### RECORDS FOR PROCESSING

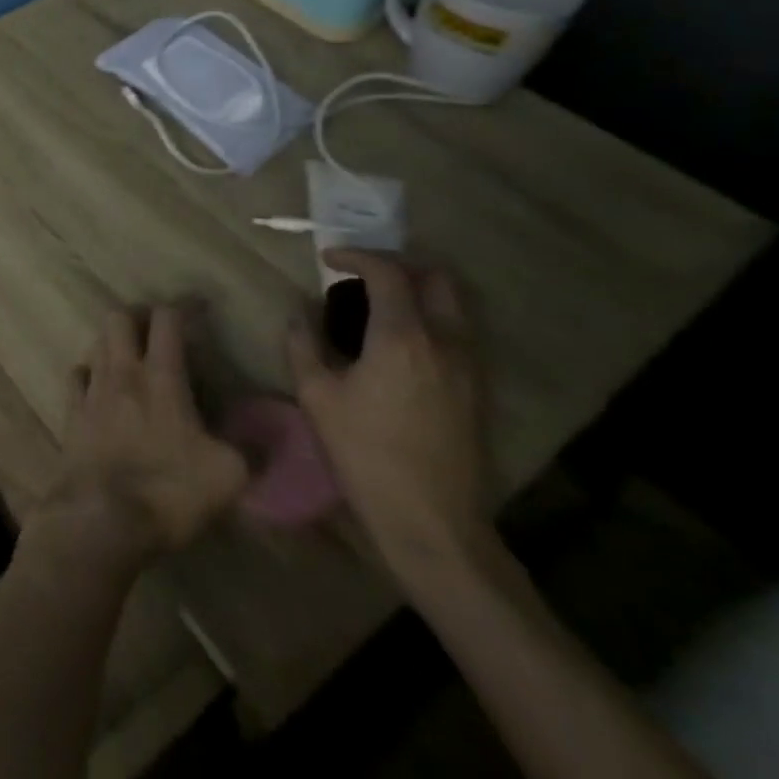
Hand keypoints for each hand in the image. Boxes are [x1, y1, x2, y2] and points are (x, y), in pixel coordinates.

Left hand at [29, 306, 248, 575]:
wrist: (103, 518)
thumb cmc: (170, 490)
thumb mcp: (228, 476)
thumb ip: (248, 450)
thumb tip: (265, 439)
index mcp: (162, 377)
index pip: (167, 320)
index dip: (183, 307)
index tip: (198, 308)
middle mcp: (122, 372)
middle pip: (119, 318)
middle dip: (137, 315)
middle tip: (156, 330)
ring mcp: (92, 390)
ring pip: (96, 342)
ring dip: (113, 342)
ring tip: (130, 356)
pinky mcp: (72, 413)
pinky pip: (76, 376)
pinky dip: (88, 373)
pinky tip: (98, 385)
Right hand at [286, 250, 489, 582]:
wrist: (431, 522)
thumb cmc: (365, 453)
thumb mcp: (316, 395)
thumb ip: (303, 344)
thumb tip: (300, 313)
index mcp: (402, 338)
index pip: (387, 273)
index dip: (355, 256)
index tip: (328, 260)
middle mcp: (445, 343)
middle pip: (437, 279)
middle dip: (399, 266)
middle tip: (364, 275)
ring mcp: (469, 368)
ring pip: (454, 307)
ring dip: (419, 293)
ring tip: (379, 306)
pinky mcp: (478, 392)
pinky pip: (458, 336)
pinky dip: (431, 322)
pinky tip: (400, 344)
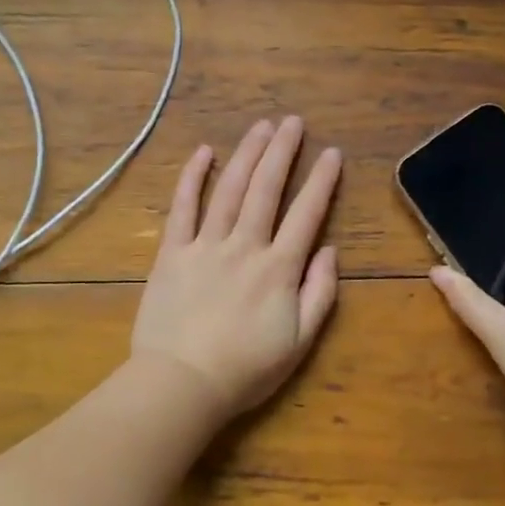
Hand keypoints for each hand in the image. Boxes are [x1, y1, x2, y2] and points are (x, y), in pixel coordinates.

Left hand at [132, 117, 342, 417]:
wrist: (182, 383)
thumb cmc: (245, 369)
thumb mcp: (299, 342)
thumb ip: (319, 293)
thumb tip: (330, 250)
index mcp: (278, 268)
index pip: (306, 213)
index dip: (321, 181)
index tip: (331, 153)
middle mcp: (244, 246)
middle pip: (267, 188)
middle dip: (282, 151)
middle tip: (293, 122)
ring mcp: (205, 245)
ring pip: (230, 189)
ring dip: (247, 153)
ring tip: (261, 126)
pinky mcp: (173, 252)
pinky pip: (183, 207)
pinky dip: (193, 177)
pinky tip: (204, 152)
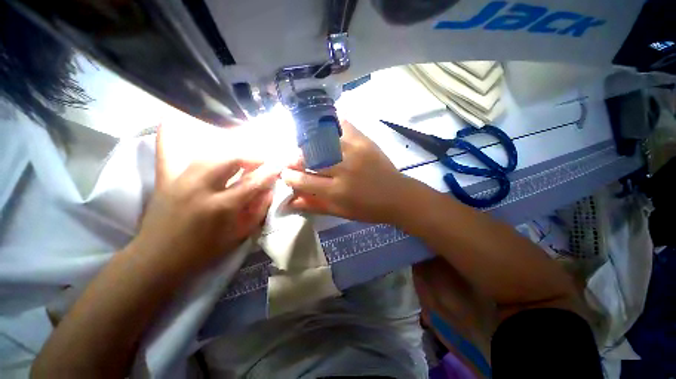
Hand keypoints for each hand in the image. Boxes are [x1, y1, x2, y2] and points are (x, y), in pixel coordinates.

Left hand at [132, 126, 277, 274]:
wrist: (157, 258)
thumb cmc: (203, 251)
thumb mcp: (238, 235)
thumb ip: (257, 211)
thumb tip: (269, 190)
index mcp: (221, 207)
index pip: (252, 182)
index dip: (269, 172)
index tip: (278, 166)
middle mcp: (200, 188)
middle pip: (230, 159)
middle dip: (251, 156)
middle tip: (261, 160)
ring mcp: (180, 180)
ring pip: (210, 154)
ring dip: (231, 152)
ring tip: (242, 157)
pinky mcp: (165, 178)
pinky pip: (171, 150)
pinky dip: (184, 142)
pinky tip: (194, 138)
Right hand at [281, 120, 418, 223]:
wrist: (397, 196)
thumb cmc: (368, 209)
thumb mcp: (341, 212)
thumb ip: (314, 205)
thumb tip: (289, 201)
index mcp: (337, 191)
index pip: (303, 180)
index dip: (289, 176)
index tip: (285, 173)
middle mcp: (343, 169)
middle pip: (309, 157)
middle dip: (295, 158)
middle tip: (293, 159)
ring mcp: (354, 151)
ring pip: (321, 140)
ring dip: (308, 142)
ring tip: (306, 146)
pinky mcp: (364, 141)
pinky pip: (342, 125)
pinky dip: (330, 124)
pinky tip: (323, 128)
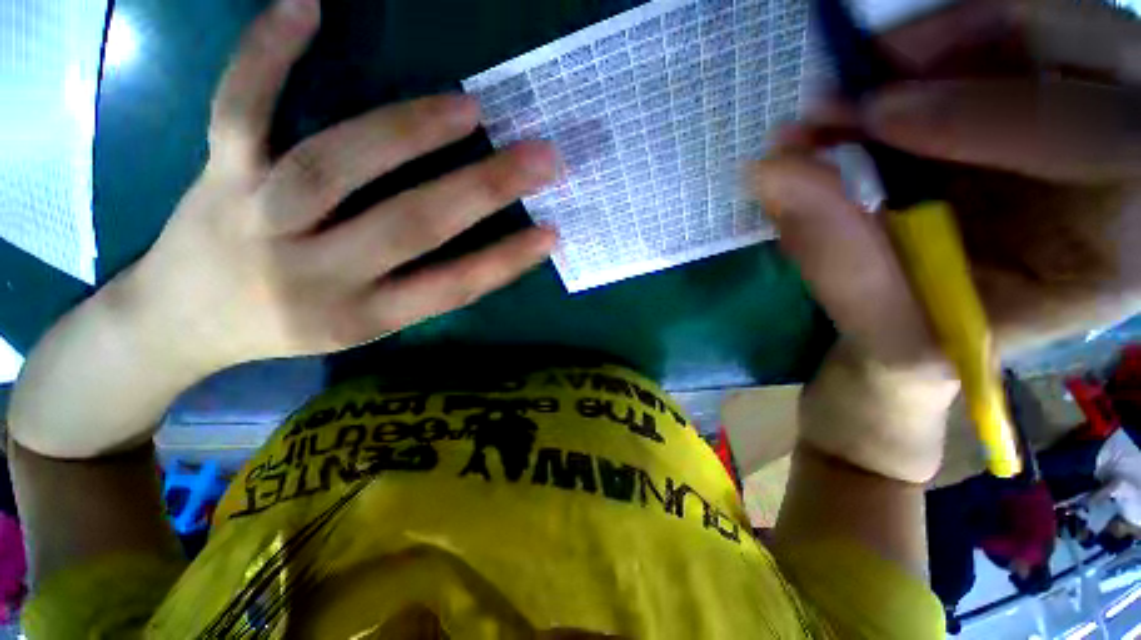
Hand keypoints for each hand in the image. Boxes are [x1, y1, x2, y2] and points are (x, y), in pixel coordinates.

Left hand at [127, 0, 558, 374]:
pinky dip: (267, 54)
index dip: (506, 261)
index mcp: (359, 317)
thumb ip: (420, 289)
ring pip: (334, 163)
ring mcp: (258, 217)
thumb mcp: (364, 326)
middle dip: (484, 190)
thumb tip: (482, 250)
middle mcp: (313, 274)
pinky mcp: (217, 173)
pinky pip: (239, 107)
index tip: (552, 233)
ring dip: (407, 131)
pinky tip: (307, 6)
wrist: (181, 323)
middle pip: (409, 225)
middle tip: (541, 158)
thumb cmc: (287, 329)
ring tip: (468, 108)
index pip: (451, 287)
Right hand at [752, 0, 1140, 370]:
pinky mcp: (1045, 94)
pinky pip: (1002, 33)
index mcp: (1124, 249)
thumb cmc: (924, 341)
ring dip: (934, 43)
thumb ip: (835, 257)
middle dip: (962, 50)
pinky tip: (873, 93)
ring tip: (846, 97)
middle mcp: (1130, 167)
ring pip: (1043, 25)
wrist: (930, 325)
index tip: (873, 119)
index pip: (1110, 147)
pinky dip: (930, 46)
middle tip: (849, 88)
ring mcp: (1093, 115)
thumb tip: (769, 172)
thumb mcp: (885, 327)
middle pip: (1092, 49)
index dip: (994, 114)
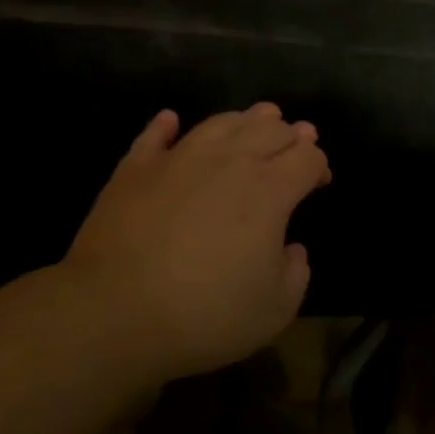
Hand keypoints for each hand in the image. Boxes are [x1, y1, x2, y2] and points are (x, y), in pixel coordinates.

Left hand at [62, 103, 330, 380]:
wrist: (114, 313)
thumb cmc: (206, 314)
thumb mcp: (275, 309)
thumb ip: (296, 272)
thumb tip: (290, 249)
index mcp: (269, 191)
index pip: (307, 158)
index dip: (319, 165)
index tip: (320, 180)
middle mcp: (229, 162)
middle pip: (270, 130)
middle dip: (291, 134)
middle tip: (298, 140)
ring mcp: (178, 159)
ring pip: (221, 122)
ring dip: (246, 119)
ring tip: (257, 119)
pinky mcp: (135, 169)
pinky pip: (155, 135)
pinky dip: (167, 125)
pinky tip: (171, 120)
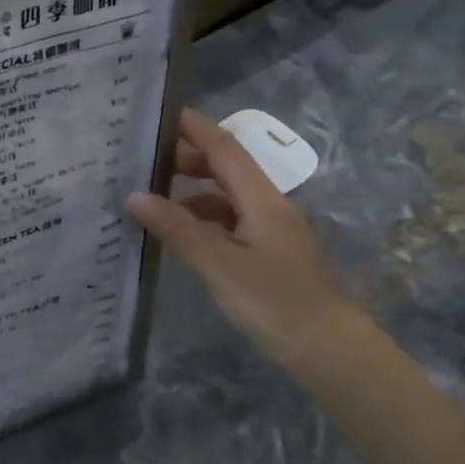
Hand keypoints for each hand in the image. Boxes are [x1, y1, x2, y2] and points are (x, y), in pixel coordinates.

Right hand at [125, 109, 378, 381]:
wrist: (331, 353)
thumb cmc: (276, 303)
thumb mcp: (219, 265)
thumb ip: (177, 228)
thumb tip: (133, 195)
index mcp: (262, 201)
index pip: (225, 150)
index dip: (195, 128)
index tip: (162, 110)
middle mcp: (268, 207)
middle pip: (226, 169)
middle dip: (186, 158)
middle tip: (142, 159)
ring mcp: (270, 232)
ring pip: (226, 197)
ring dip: (191, 191)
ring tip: (151, 197)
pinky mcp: (268, 255)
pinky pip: (228, 221)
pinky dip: (201, 218)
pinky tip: (180, 233)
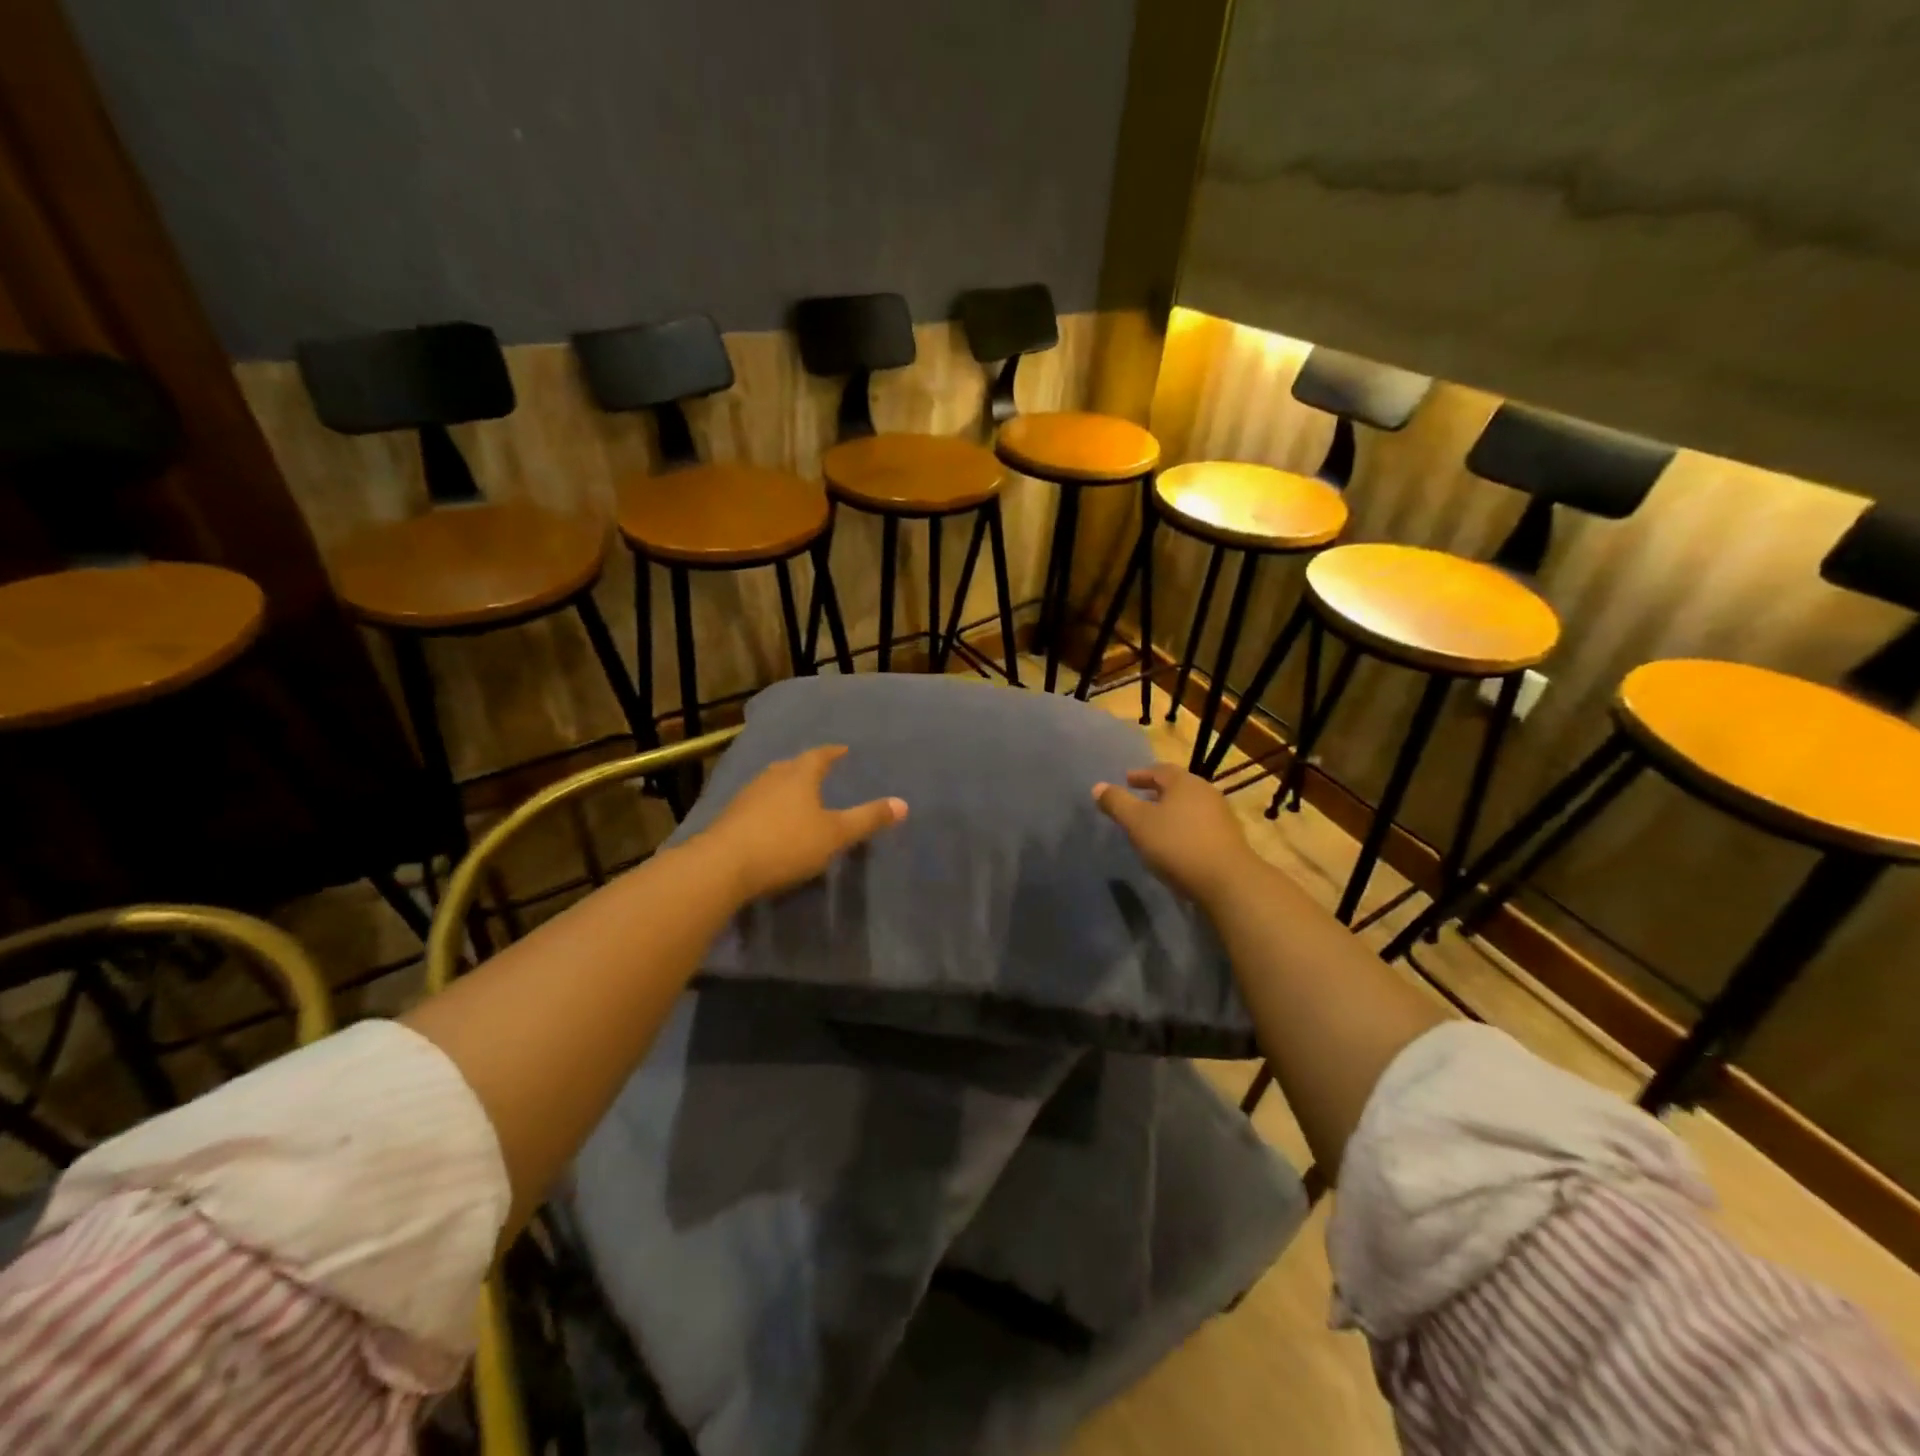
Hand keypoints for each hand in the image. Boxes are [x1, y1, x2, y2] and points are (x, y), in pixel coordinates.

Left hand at [698, 745, 906, 901]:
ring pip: (772, 784)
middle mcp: (772, 777)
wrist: (722, 866)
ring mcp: (747, 796)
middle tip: (821, 771)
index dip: (833, 753)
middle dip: (807, 768)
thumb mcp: (835, 834)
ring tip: (798, 795)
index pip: (820, 755)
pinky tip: (772, 821)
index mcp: (799, 774)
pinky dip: (770, 807)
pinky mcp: (730, 818)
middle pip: (793, 766)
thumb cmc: (786, 844)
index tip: (843, 750)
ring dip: (786, 787)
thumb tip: (904, 804)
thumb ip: (867, 819)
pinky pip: (757, 804)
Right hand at [1093, 764, 1259, 906]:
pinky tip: (1174, 844)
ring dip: (1170, 812)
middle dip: (1156, 792)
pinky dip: (1183, 828)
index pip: (1160, 770)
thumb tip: (1098, 787)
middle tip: (1138, 800)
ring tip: (1154, 824)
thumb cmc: (1177, 844)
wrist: (1227, 881)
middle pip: (1177, 787)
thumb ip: (1117, 803)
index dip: (1141, 774)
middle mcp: (1206, 793)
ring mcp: (1221, 816)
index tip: (1126, 781)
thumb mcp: (1138, 823)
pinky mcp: (1228, 840)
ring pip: (1189, 807)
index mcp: (1184, 782)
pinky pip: (1199, 826)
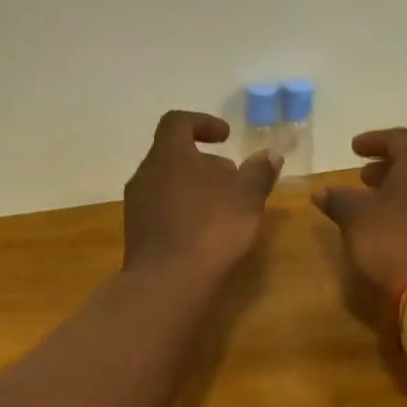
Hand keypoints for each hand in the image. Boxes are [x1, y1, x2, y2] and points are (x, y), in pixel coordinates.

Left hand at [123, 110, 280, 281]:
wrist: (166, 284)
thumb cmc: (210, 229)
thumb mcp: (246, 198)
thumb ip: (258, 172)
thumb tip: (270, 154)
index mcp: (168, 155)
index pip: (178, 122)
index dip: (203, 123)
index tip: (226, 137)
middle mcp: (145, 174)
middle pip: (174, 155)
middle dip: (206, 162)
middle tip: (234, 178)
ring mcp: (136, 205)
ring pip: (168, 183)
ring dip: (196, 188)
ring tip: (225, 207)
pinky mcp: (136, 233)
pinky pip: (162, 209)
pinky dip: (184, 210)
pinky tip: (205, 232)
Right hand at [313, 128, 406, 303]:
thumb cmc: (395, 242)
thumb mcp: (356, 218)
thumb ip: (339, 200)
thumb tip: (321, 191)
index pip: (399, 139)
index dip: (374, 141)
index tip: (354, 148)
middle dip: (388, 168)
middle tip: (364, 177)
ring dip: (403, 191)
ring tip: (378, 204)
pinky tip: (399, 228)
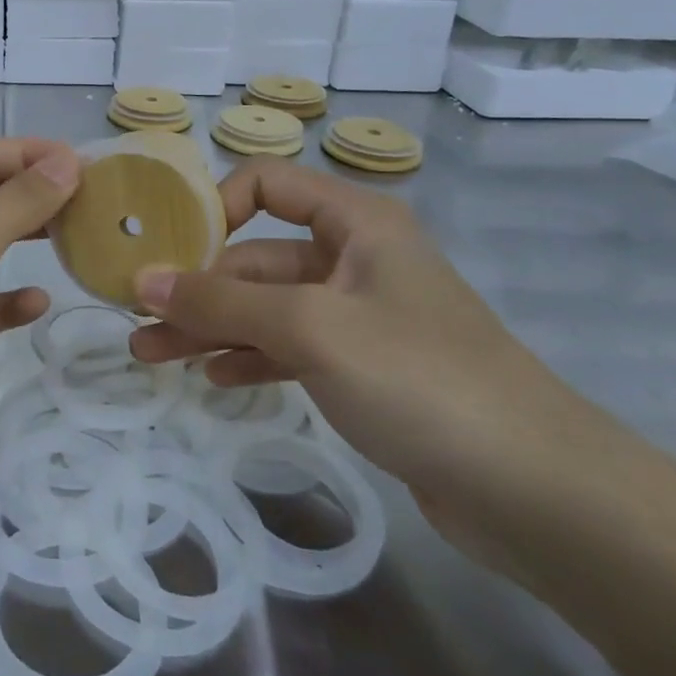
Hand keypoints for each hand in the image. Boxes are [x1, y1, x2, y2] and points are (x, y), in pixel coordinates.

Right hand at [129, 160, 607, 550]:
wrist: (538, 492)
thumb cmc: (420, 378)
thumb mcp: (310, 328)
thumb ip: (222, 301)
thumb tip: (144, 280)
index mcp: (356, 223)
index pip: (269, 183)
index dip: (215, 205)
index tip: (168, 247)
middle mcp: (356, 259)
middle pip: (259, 255)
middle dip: (198, 287)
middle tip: (138, 317)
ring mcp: (360, 316)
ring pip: (268, 308)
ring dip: (212, 327)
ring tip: (153, 355)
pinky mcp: (365, 369)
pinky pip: (291, 348)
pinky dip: (250, 357)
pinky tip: (214, 378)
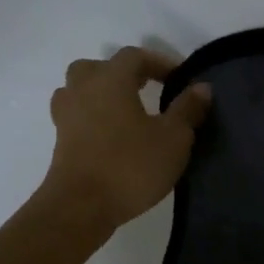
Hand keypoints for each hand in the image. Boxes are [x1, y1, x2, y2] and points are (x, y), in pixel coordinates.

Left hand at [35, 47, 211, 234]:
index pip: (134, 56)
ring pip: (81, 89)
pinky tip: (112, 133)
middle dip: (124, 73)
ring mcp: (67, 115)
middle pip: (99, 67)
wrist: (81, 207)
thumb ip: (187, 109)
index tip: (180, 79)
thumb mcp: (174, 138)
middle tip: (147, 88)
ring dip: (103, 92)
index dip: (159, 62)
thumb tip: (201, 87)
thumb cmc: (131, 166)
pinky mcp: (61, 140)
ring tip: (127, 109)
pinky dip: (93, 116)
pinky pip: (77, 114)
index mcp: (111, 81)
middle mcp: (83, 90)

######

> _YOUR INSTRUCTIONS_
Would you please repeat only the lines above, beginning at the one that has "wrist: (331, 353)" and stopping after the one that has "ring tip: (798, 795)", exactly and with no pictures?

> _REPLY TO THE EXERCISE_
wrist: (331, 353)
thumb cmc: (276, 303)
thumb mcp: (219, 265)
thumb ip: (177, 228)
thumb tip: (133, 195)
index mcp: (262, 201)
index pip: (225, 150)
index dip: (195, 128)
index tip: (162, 110)
middle mcp: (268, 207)
middle pip: (226, 169)
middle dip: (186, 158)
middle tip: (142, 159)
ring mcp: (270, 232)
ring pip: (226, 197)
ring dip: (191, 191)
ring tip: (151, 197)
pinky mcp: (268, 255)
pinky pip: (228, 221)
pinky dip: (201, 218)
pinky tip: (180, 233)
Hand keypoints for each hand in the image. Boxes are [x1, y1, x2, y2] and points are (x, y), in pixel coordinates.

Left hand at [698, 745, 906, 901]:
ring pip: (772, 784)
middle mcp: (772, 777)
wrist: (722, 866)
ring mcp: (747, 796)
middle tip: (821, 771)
index dip: (833, 753)
middle dip: (807, 768)
thumb mcp: (835, 834)
ring tip: (798, 795)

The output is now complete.